Deduction and induction. The process of integration, leading to the formulation of a new, more plausible hypothesis, is part of the indcution process, which is still unconscious and inaccessible for conscious reasoning. All the Principles of Logic, from Socrates to Descartes and Leibniz, in fact are Principles of Deductive Logic. An Inductive Logic is still to be elaborated. This integrative process can be seen as the kernel of such a paradigm.

In the next scheme the process of thinking is depicted. In intelligent beings, Reality is, at least in part, observed, and out from these observations some general tendencies are abstracted. These are the hyotheses, the knowledge, general rules and laws. The hypothesis formulation process is called induction. From these abstract hypotheses, conclusions can be drawn by logical, deductive thinking. Generally this operation consists in replacing abstract data by concrete numbers, and performing some mathematical transformations. Science is a collection of conscious rules, i.e. operationalized and measurable. Also in exact science, the elaboration of a scientific hypothesis is an intuitive process. In fact, science only controls the "exactness" of the intuitively formulated hypotheses.

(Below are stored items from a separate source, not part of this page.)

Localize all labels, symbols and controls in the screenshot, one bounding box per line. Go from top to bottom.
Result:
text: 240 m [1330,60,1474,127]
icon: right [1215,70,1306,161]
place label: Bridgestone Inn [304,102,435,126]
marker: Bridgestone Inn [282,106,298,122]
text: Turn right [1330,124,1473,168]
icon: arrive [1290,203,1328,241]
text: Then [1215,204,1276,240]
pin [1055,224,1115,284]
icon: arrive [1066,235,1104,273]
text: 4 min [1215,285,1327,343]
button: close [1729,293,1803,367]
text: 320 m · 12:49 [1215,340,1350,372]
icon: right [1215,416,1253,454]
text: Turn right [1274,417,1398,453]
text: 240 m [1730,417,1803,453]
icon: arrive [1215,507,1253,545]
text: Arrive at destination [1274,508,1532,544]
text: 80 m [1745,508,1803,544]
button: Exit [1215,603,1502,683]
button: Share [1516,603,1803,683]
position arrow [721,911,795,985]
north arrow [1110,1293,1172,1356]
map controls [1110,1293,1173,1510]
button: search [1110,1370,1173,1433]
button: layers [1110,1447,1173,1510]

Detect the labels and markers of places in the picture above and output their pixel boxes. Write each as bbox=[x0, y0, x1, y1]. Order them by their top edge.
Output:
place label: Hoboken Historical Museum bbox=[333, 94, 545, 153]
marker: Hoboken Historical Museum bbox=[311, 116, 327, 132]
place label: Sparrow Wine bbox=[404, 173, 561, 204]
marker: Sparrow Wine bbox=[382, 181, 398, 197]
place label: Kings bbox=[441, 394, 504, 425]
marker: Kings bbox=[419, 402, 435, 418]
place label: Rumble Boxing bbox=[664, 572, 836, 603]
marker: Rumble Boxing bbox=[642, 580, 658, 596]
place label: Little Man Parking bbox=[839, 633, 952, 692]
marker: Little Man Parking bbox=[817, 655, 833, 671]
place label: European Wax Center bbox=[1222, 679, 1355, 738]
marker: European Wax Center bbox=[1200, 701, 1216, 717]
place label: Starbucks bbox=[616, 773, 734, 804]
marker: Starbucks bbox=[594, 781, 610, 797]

In many cases, the hypothesis itself remains hidden in the realm of the unconscious, and is then called intuition. In this case also the deductive process is largely unconscious and intuitive, e.g. art, musical improvisation.

The integration process is the elaboration of a new, more general hypothesis out of some particular hypotheses with limited applicability.

Because it is still largely unconscious, this process can not ye be described in detail, not yet operationalized, and not yet programmed for a computer. All computers are still deductive up to now, although when the possibilities are limited, a pseudo-inductive routine can be elaborated, like in computer chess programs: a mathematical calculation of all possible reactions is made, and a quick statistical evaluation is made of the outcome of each possibility, and then a mathematically guided choice is automatically made.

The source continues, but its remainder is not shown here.